**** Excerpted data ****

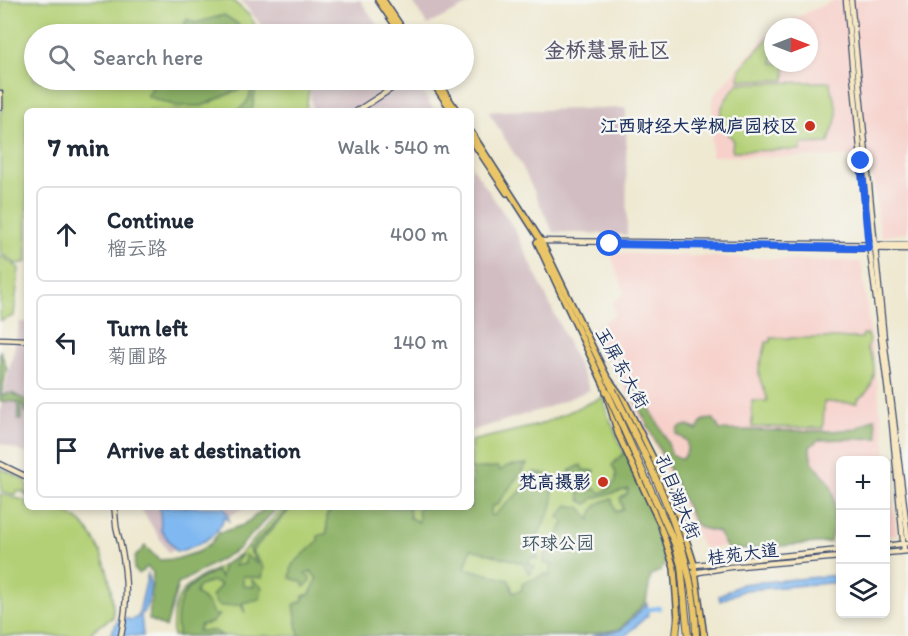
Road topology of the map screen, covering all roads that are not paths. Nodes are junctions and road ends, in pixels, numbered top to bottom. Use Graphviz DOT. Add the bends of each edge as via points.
graph roads {
  1 [pos="378,0"];
  2 [pos="383,0"];
  3 [pos="846,0"];
  4 [pos="851,0"];
  5 [pos="394,24"];
  6 [pos="399,24"];
  7 [pos="390,90"];
  8 [pos="438,90"];
  9 [pos="443,90"];
  10 [pos="0,93"];
  11 [pos="0,107"];
  12 [pos="362,108"];
  13 [pos="450,108"];
  14 [pos="455,108"];
  15 [pos="474,137"];
  16 [pos="474,144"];
  17 [pos="539,242"];
  18 [pos="869,246"];
  19 [pos="875,246"];
  20 [pos="908,247"];
  21 [pos="0,339"];
  22 [pos="24,340"];
  23 [pos="607,377"];
  24 [pos="608,389"];
  25 [pos="0,464"];
  26 [pos="24,476"];
  27 [pos="114,510"];
  28 [pos="908,538"];
  29 [pos="906,544"];
  30 [pos="890,546"];
  31 [pos="836,550"];
  32 [pos="906,551"];
  33 [pos="890,553"];
  34 [pos="836,557"];
  35 [pos="694,564"];
  36 [pos="674,568"];
  37 [pos="696,573"];
  38 [pos="678,616"];
  39 [pos="704,635"];
  40 [pos="121,636"];
  41 [pos="677,636"];
  42 [pos="688,636"];
  43 [pos="696,636"];
  1 -- 5 [label="main road"];
  2 -- 6 [label="main road"];
  3 -- 18 [label="street"];
  4 -- 19 [label="street"];
  7 -- 12 [label="street"];
  8 -- 13 [label="main road"];
  9 -- 14 [label="main road"];
  10 -- 11 [label="street"];
  15 -- 17 [label="main road, 玉屏东大街"];
  16 -- 17 [label="main road, 玉屏东大街"];
  17 -- 18 [label="street"];
  17 -- 23 [label="main road, 玉屏东大街"];
  17 -- 24 [label="main road, 玉屏东大街"];
  18 -- 19 [label="street"];
  18 -- 29 [label="street"];
  19 -- 20 [label="street"];
  19 -- 28 [label="street"];
  21 -- 22 [label="street"];
  23 -- 24 [label="highway, 孔目湖大街"];
  23 -- 35 [label="main road, 玉屏东大街" via="624,400 655,462 677,511"];
  24 -- 36 [label="main road, 玉屏东大街" via="618,434 661,526"];
  24 -- 42 [label="highway, 孔目湖大街, bridge" via="675,544"];
  24 -- 43 [label="highway, 孔目湖大街, bridge" via="650,465 681,541 694,604"];
  25 -- 26 [label="street"];
  27 -- 40 [label="street" via="128,591"];
  29 -- 30 [label="street"];
  29 -- 32 [label="street"];
  31 -- 35 [label="street, 桂苑大道"];
  32 -- 33 [label="street"];
  34 -- 37 [label="street, 桂苑大道"];
  35 -- 36 [label="street, 桂苑大道"];
  35 -- 37 [label="main road, 玉屏东大街"];
  36 -- 37 [label="street, 桂苑大道"];
  36 -- 38 [label="main road, 玉屏东大街"];
  37 -- 39 [label="main road, 玉屏东大街"];
  38 -- 41 [label="highway"];
}
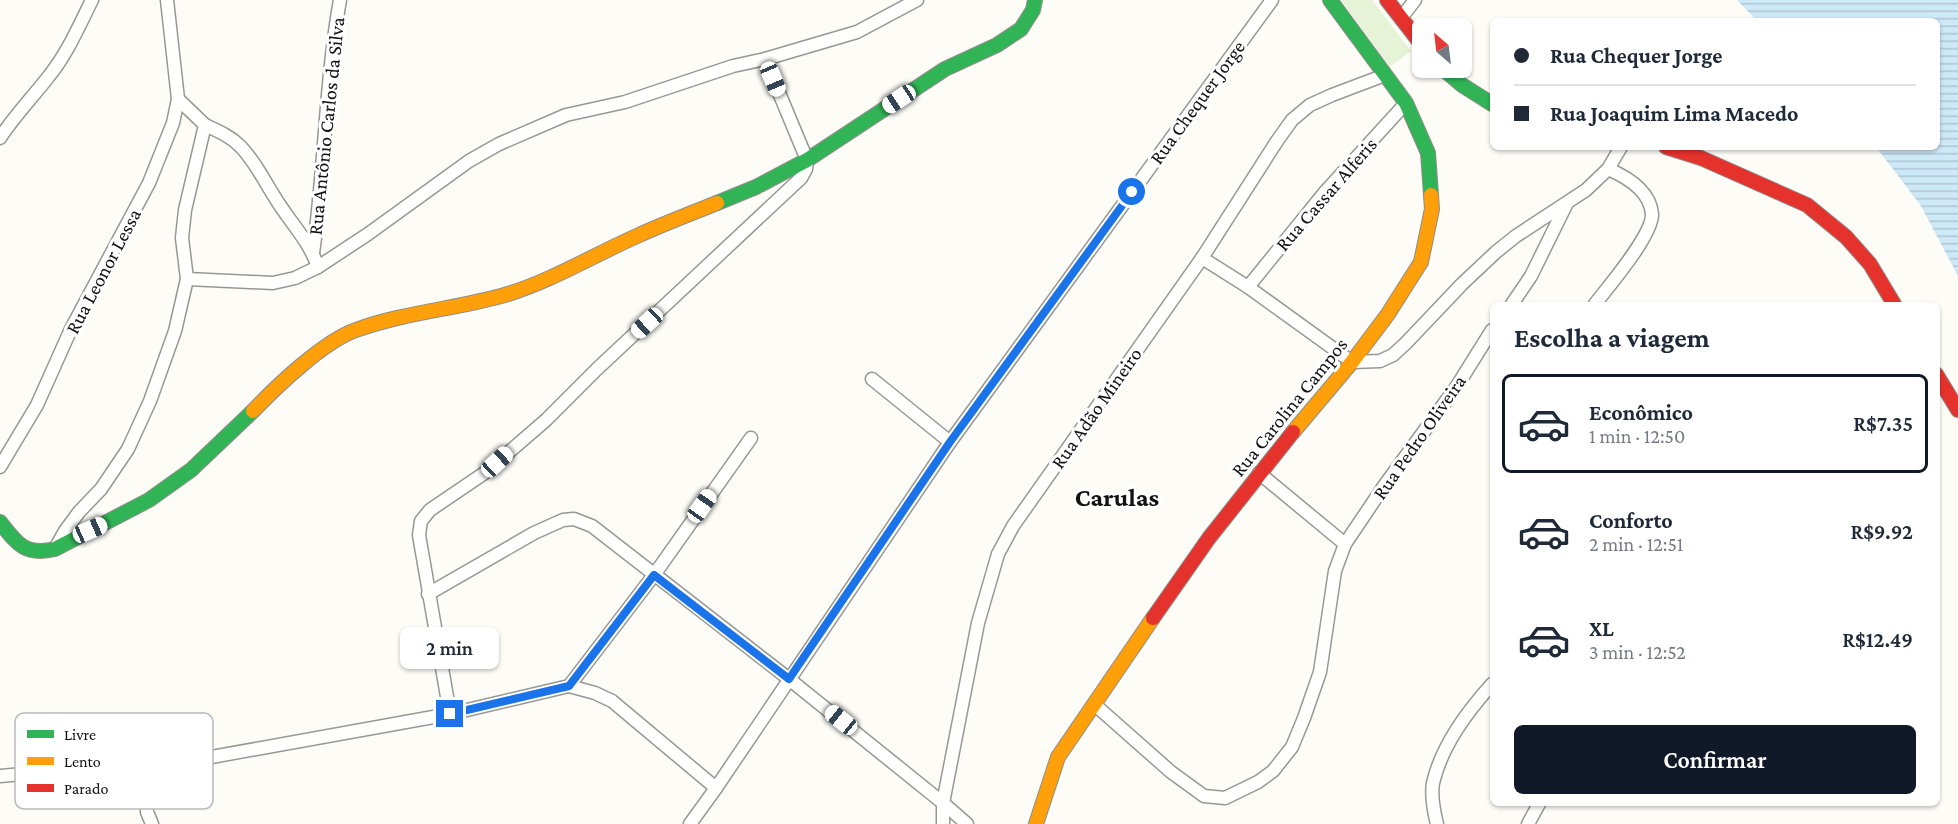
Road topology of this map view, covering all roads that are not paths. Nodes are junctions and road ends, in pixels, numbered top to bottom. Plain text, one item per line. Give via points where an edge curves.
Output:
1 (92, 0) edge
2 (166, 0) edge
3 (340, 0) edge
4 (918, 0) edge
5 (1035, 0) edge
6 (1272, 0) edge
7 (1330, 0) edge
8 (1388, 0) edge
9 (1414, 0) edge
10 (1401, 18) junction
11 (1412, 32) edge
12 (765, 59) junction
13 (1385, 75) junction
14 (1454, 78) edge
15 (178, 99) junction
16 (1406, 103) junction
17 (1490, 103) edge
18 (205, 125) junction
19 (0, 138) edge
20 (1619, 150) edge
21 (1676, 150) edge
22 (807, 160) junction
23 (1608, 169) junction
24 (1566, 205) junction
25 (313, 252) junction
26 (1203, 258) junction
27 (318, 267) junction
28 (187, 279) junction
29 (1248, 287) junction
30 (1513, 302) edge
31 (1596, 302) edge
32 (1893, 302) edge
33 (1490, 333) edge
34 (1352, 362) junction
35 (872, 379) dead end
36 (1940, 381) edge
37 (1958, 410) edge
38 (751, 438) dead end
39 (950, 442) junction
40 (0, 466) edge
41 (1259, 473) junction
42 (0, 522) edge
43 (1345, 544) junction
44 (55, 549) junction
45 (654, 575) junction
46 (428, 594) junction
47 (789, 679) junction
48 (569, 686) junction
49 (1490, 687) edge
50 (1094, 704) junction
51 (450, 714) junction
52 (213, 757) edge
53 (15, 775) edge
54 (0, 776) edge
55 (716, 788) junction
56 (943, 803) junction
57 (1538, 806) edge
58 (147, 809) edge
59 (152, 824) edge
60 (690, 824) edge
61 (943, 824) edge
62 (967, 824) edge
63 (1035, 824) edge
64 (1437, 824) edge
65 (1528, 824) edge

1 - 19 street via 63,56
2 - 15 street
3 - 25 street, Rua Antônio Carlos da Silva
4 - 12 street via 857,32
5 - 22 street via 1021,29 945,69
6 - 39 street, Rua Chequer Jorge
7 - 13 street, Rua Carolina Campos
8 - 10 street
9 - 10 street
10 - 11 street
12 - 22 street
12 - 27 street via 566,116 499,144
13 - 16 street, Rua Carolina Campos
13 - 26 street, Rua Adão Mineiro via 1310,105 1293,120
14 - 17 street
15 - 18 street
15 - 40 street, Rua Leonor Lessa via 173,123 149,183 71,330 50,379
16 - 29 street, Rua Cassar Alferis via 1324,192
16 - 34 street, Rua Carolina Campos via 1428,153 1432,209 1421,262
18 - 25 street via 224,134 253,160
18 - 28 street via 185,210 182,238
20 - 23 street
21 - 32 street via 1807,205 1846,237 1870,264
22 - 44 street via 756,187 542,281 507,294 399,317 338,339 277,386 191,470 149,500
22 - 46 street via 801,178 777,202 546,420 486,472 430,510 421,521 419,535
23 - 24 street
23 - 31 street via 1635,184 1652,213 1643,239
24 - 30 street via 1531,276
24 - 34 street via 1496,252 1393,356 1380,361
25 - 27 street
26 - 29 street
26 - 56 street, Rua Adão Mineiro via 1013,526 999,554 978,623
27 - 28 street via 273,283
28 - 44 street via 175,332 128,448
29 - 34 street
33 - 43 street, Rua Pedro Oliveira
34 - 41 street, Rua Carolina Campos
35 - 39 street
36 - 37 street
38 - 45 street
39 - 47 street, Rua Chequer Jorge
41 - 43 street
41 - 50 street, Rua Carolina Campos
42 - 44 street via 20,547 42,553
43 - 50 street, Rua Pedro Oliveira via 1335,571 1320,672 1304,718 1292,747 1273,771 1258,782 1226,798 1204,796 1170,772
45 - 46 street via 592,526 574,519 534,533
45 - 47 street
45 - 48 street
46 - 51 street
47 - 55 street, Rua Chequer Jorge
47 - 56 street
48 - 51 street
48 - 55 street via 612,701
49 - 64 street via 1447,747 1433,784
50 - 63 street, Rua Carolina Campos via 1058,757
51 - 52 street
53 - 54 street
55 - 60 street, Rua Chequer Jorge
56 - 61 street, Rua Adão Mineiro
56 - 62 street
57 - 65 street
58 - 59 street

****

→ **Your goal**: Looking at the entries above, count each line that includes the string "covering" and give only the total.

→ **Response below**: 2